Originally a 1977 song by the rock band Queen it’s found its way onto the football terraces and is sung by fans around the country when they win a game or trophy. It’s sung to remind each other (and the opposition) just in fact who has won.
I find this fascinating because if we just face the facts it’s clear about who the victors are – we have the score sheet to prove it. And yet, there seems to be a need to sing about it. To make a proclamation that it is indeed true. To perhaps … even … dare I say … mock the opposition. To declare again and again, over and over – so that you NEVER forget – “we are the champions”.
And that’s the problem isn’t it? I’m forgetful. Your problem is, you are too. I need you to sing loudly beside me this Sunday because I’m prone to forget the glorious realities of grace and salvation. I need to know that it works for people like me. I need to see losers and strugglers, who can’t sing in tune or hit those high notes, reminding me that Christ is sufficient for my messy life.

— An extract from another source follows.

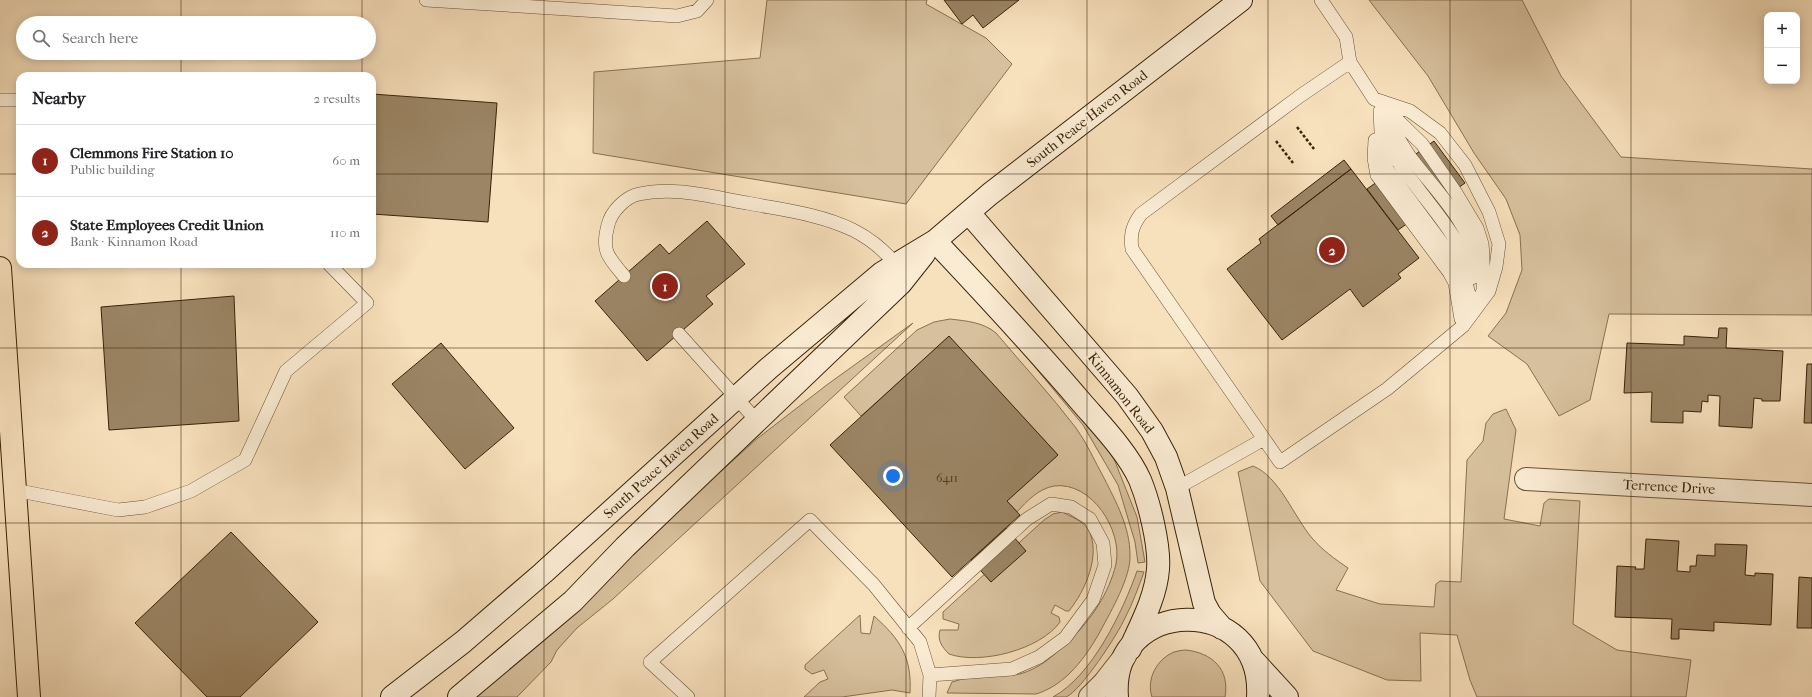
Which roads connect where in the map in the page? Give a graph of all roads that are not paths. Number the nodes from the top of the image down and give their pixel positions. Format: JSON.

This is why the Psalmist writes: “I will tell of your name to my brothers; in the midst of the congregation I will praise you” (Psalms 22:22 ESV)
“We’re going up”
Singing is a brief taste of heaven.
Praise is faith lived out through voices.
Our ragged choir of losers is a grad display of the power of the gospel.
But the story hasn’t ended. It’s really only just begun. Our singing together is an affirmation that soon this life will be done and even though the road can sometimes be incredibly hard, we’re on our way to the top of the league.
We’re going up
Singing helps me to lift my gaze to my home.
To thrones above.
When we’ve been there ten thousand years, Bright shining as the sun, We’ve no less days to sing God’s praise Than when we first begun.